A declaration may introduce either a trait or an intrinsic. A trait gives the signature of an overloaded word, which may have multiple instance definitions. An intrinsic gives the signature of a word whose definition is provided by the compiler.

<declaration-element> = <trait-declaration> | <intrinsic-declaration>

<trait-declaration> = "trait" <unqualified-name> <signature>
<intrinsic-declaration> = "intrinsic" <unqualified-name> <signature>

Examples

trait + <T> (T, T -> T)

intrinsic add_int32 (Int32, Int32 -> Int32)

Definitions

A definition may introduce the definition of a word, instance, or permission. A word definition gives a name to a function. An instance definition gives a particular implementation of a trait. A permission definition gives a name to a function that grants permission to do something.

<definition-element> = <word-definition> | <instance-definition> | <permission-definition>

<word-definition> = "define" <unqualified-name> <signature> <block>
<instance-definition> = "instance" <unqualified-name> <signature> <block>
<permission-definition> = "permission" <unqualified-name> <signature> <block>

Examples

define add3 (Int32, Int32, Int32 -> Int32):
  (+) (+)

instance + (Option<Int32>, Option<Int32> -> Option<Int32>):
  -> mx, my;
  match (mx) case some:
    match (my) case some:
      (+) some
    else:
      drop none
  else:
    none

permission Locked<R..., S...> (R..., (R... -> S... +Locked) -> S... +IO):
  take_lock
  with (+Locked)
  release_lock

Metadata

Metadata is structured data attached to a program identifier. It consists of a key-value mapping from identifiers to arbitrary untyped Kitten terms. Some metadata is used by the compiler, such as the operator field for infix operator declarations, or the inline field for controlling inlining optimisation. However, metadata is generally intended for consumption by external tools. For example, metadata avoids ad-hoc commenting conventions for documentation generators—the generator can simply use the compiler API to read documentation text from the docs field of a definition’s metadata.

<metadata-element> = "about" <unqualified-name> <block-begin> <metadata-field> <block-end>

<metadata-field> = <unqualified-name> <block-begin> <term>* <block-end>

Examples

about +:
  docs: """
    Adds two values of the same type, producing a result of that type.
    
    The operation of an additive group with `zero` as the identity.
    """
  operator:
    left 6

Synonyms and Imports

A synonym introduces a symbolic link to an identifier. Synonyms may refer to words, types, or vocabularies.

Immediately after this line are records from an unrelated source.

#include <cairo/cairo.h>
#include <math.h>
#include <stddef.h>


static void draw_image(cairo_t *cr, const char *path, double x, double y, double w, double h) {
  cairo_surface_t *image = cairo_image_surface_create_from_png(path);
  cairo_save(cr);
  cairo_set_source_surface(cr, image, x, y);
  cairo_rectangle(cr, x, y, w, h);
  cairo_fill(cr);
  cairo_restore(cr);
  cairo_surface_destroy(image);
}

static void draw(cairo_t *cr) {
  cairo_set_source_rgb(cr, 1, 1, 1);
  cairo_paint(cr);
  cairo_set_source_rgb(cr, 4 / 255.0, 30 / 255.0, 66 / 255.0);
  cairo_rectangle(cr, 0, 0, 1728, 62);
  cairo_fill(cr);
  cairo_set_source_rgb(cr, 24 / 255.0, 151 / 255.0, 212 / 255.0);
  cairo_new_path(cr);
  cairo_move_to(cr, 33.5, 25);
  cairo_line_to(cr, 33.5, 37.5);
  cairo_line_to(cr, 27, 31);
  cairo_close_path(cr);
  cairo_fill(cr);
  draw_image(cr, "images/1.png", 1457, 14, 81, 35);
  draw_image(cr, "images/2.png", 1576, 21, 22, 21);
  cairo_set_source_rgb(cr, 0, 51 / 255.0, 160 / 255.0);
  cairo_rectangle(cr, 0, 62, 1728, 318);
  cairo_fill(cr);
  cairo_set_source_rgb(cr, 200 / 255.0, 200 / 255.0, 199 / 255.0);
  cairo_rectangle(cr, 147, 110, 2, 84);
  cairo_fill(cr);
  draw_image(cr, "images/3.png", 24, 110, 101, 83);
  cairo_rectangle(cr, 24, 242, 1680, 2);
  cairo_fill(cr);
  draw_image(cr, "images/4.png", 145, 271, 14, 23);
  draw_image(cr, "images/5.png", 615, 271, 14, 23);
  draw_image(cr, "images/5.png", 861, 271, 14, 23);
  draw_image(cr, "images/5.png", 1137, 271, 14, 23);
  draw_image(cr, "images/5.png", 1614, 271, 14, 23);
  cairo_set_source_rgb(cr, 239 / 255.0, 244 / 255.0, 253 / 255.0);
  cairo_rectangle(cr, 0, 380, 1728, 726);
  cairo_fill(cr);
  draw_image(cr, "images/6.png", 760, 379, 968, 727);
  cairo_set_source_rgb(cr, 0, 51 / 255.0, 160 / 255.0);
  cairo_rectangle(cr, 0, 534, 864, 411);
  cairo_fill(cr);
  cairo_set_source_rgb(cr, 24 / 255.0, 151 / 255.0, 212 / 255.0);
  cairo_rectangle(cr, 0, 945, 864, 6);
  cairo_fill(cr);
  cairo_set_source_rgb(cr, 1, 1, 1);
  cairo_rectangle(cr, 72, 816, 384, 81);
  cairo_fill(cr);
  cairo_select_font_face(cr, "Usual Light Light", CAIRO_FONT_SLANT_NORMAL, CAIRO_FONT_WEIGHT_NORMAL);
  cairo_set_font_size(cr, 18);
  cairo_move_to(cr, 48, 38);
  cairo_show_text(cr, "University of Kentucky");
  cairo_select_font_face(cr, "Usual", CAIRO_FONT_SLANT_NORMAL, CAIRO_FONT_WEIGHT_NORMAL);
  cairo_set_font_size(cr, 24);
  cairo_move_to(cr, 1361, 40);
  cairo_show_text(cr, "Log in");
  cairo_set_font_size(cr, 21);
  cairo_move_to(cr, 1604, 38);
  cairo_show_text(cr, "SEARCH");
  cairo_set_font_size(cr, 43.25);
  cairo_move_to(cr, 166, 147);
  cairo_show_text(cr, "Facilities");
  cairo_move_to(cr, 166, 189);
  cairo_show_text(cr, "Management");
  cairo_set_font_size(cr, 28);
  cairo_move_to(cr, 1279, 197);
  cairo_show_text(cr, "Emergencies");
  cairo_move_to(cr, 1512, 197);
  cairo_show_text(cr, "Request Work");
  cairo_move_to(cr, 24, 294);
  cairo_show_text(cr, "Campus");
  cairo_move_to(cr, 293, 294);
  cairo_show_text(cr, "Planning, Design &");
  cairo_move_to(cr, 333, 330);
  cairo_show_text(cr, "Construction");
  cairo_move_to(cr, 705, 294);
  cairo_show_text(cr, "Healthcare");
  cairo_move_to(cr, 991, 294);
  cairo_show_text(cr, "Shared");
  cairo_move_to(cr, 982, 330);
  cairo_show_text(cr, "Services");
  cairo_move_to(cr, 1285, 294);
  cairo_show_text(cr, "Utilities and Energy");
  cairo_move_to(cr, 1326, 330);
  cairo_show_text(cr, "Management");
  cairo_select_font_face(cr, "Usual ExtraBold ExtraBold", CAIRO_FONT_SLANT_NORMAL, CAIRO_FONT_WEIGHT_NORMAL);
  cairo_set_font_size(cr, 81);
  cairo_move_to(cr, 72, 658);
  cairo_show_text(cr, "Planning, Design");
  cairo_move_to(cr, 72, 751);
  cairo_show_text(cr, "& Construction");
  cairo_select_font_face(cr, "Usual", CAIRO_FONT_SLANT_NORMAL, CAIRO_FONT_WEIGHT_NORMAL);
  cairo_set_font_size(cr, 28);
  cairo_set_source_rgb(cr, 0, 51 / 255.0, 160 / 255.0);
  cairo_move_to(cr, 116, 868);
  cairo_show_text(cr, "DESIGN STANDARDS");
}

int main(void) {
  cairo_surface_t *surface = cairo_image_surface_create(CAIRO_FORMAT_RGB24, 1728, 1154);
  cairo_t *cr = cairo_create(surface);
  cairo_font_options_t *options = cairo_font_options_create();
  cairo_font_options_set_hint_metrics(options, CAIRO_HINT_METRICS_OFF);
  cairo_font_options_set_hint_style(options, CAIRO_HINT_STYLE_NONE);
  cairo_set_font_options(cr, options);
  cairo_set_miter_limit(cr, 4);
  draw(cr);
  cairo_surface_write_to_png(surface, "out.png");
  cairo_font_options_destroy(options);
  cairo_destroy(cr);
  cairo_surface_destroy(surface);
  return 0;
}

<synonym-element> = <word-synonym> | <type-synonym> | <vocabulary-synonym>

<word-synonym> = "synonym" <unqualified-name> <qualified-name>
<type-synonym> = "type" "synonym" <unqualified-name> <qualified-name>
<vocabulary-synonym> = "vocab" "synonym" <unqualified-name> <qualified-name>

Synonyms are differentiated by type to add a bit of redundancy, improving legibility and the compiler’s ability to report errors.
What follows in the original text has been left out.